渋野も参戦するアース・モンダミンカップは、今後の女子ゴルフ界の発展を占う試金石になりそうだ。写真:Getty Images/JLPGA提供

 6月25日からアース・モンダミンカップが千葉県のカメリアヒルズカントリークラブで開催される。新型コロナの影響により、3月第1週から実に16試合連続で大会中止が続いていた国内女子ツアーだが、ようやく今季第1戦の初日を迎えることになる。

「(新型コロナの影響があっても)準備を怠りなく続けた結果、たまたま緊急事態宣言が解除され、大会を開催できることとなりました」と、主催者であるアース製薬株式会社の大塚達也会長は語る。6月3日には開催を発表していたが、新型コロナの感染状況や政府の方針によっては、中止も十分あり得たと言う。それだけに日本女子プロゴルフ協会とともに、感染症専門委員のアドバイザーや保健所と密に連絡を取り合い、感染防止の手段を講じてきた。大会自体は無観客試合となったが、開催週に入っても選手や関係者のPCR検査、アルコール消毒などを徹底してきたことを考えれば、無事、開催週までたどり着いたことは大塚会長にとって感無量だろう。

 正直、選手を含めたゴルフ関係者の多くが疑心暗鬼になっていたのは確かだ。本当に開催するのだろうか。仮に開催しても感染予防対策は十分に行われるのだろうかなど、疑えばキリがなかった。それでも選手の誰もが開催を願っていたことは間違いない。プロ野球やJリーグと違い、プロゴルファーはトーナメントに出場して賞金を稼いでナンボだからだ。女子プロの場合、一般企業とスポンサー契約を結ぶ選手は多いが、契約金で生活できる選手はごく一部だ。しかも、トーナメントが開催されなければ露出が減るため、いつ契約を打ち切られてもおかしくない。生活の不安を抱えていた選手はけっして少なくないはずだ。
 
 また、海外ツアーに参戦した選手を除けば、昨年12月から約7か月間も実戦から遠ざかったことになる。いくらツアープロ同士でラウンド練習を行なったり、ミニツアーに出場したとしても、トーナメント仕様のコースセッティングでプレーしていなければ、さすがに試合勘も失われているだろう。少しでも早く自分の感覚を取り戻すためにも、このタイミングでの開催はプラスになる。渋野日向子は、「オフの間にアプローチ、特に転がしを徹底して行っていた」と語ったが、それを試す場がなければどこまで習得できたのか判断できない部分もある。実戦で自分の技術を確認したいのは、どの選手にも共通することだろう。だからこそ、上位に行く、行かないに関係なく、トーナメントへの出場自体に大きな意義がある。

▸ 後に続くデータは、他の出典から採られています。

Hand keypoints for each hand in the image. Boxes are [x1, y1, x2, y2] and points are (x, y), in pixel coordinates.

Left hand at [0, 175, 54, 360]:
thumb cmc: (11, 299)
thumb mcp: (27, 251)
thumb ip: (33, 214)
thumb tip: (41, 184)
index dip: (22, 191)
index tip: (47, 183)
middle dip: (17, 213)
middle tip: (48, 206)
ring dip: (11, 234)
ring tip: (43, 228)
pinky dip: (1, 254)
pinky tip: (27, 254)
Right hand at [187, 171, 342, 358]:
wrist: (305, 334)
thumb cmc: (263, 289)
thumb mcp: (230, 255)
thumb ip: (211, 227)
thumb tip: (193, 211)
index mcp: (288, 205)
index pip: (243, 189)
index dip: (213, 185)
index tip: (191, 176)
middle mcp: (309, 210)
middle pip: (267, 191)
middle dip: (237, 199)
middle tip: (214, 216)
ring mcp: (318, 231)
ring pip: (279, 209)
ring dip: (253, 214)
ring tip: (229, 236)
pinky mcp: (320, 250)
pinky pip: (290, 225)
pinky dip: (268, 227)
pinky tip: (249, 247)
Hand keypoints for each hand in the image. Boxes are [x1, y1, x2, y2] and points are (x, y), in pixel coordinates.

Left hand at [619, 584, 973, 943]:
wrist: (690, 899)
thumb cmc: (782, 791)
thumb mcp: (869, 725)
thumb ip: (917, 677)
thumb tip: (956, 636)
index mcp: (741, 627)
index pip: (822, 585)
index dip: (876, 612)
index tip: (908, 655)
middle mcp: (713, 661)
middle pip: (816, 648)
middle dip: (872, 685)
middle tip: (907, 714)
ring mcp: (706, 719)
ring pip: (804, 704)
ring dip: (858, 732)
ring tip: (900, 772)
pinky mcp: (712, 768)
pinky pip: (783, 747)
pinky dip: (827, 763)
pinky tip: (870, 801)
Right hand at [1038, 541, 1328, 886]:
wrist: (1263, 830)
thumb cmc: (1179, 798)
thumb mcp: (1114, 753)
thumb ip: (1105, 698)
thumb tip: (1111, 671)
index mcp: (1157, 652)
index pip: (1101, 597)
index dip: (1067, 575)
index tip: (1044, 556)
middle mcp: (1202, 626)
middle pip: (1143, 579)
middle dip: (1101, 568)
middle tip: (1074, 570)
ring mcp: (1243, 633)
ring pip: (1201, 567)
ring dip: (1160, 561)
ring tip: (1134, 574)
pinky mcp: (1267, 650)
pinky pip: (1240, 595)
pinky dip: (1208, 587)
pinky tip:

 もちろん、今大会が開催されることで恩恵を受けるのは選手だけではない。帯同キャディやトレーナー、コーチ、用品メーカー、ゴルフメディア、大会運営会社、PR会社など数多い。感染防止のため、無観客試合で行われるものの、女子プロ人気を支えているゴルフファンにとっても朗報だろう。秋に大会を開催する予定の主催者にしてみれば、少なくとも「どこも開催していないから」という理由で大会中止を決定することはできなくなったわけだ。むしろ、コロナ禍でもこういう対応をすることで、開催可能だという先例になった分、前向きになるかもしれない。どこかが始めなければ何も始まらない状況だっただけに、アース・モンダミンカップの英断には大きな拍手が送られるべきだろう。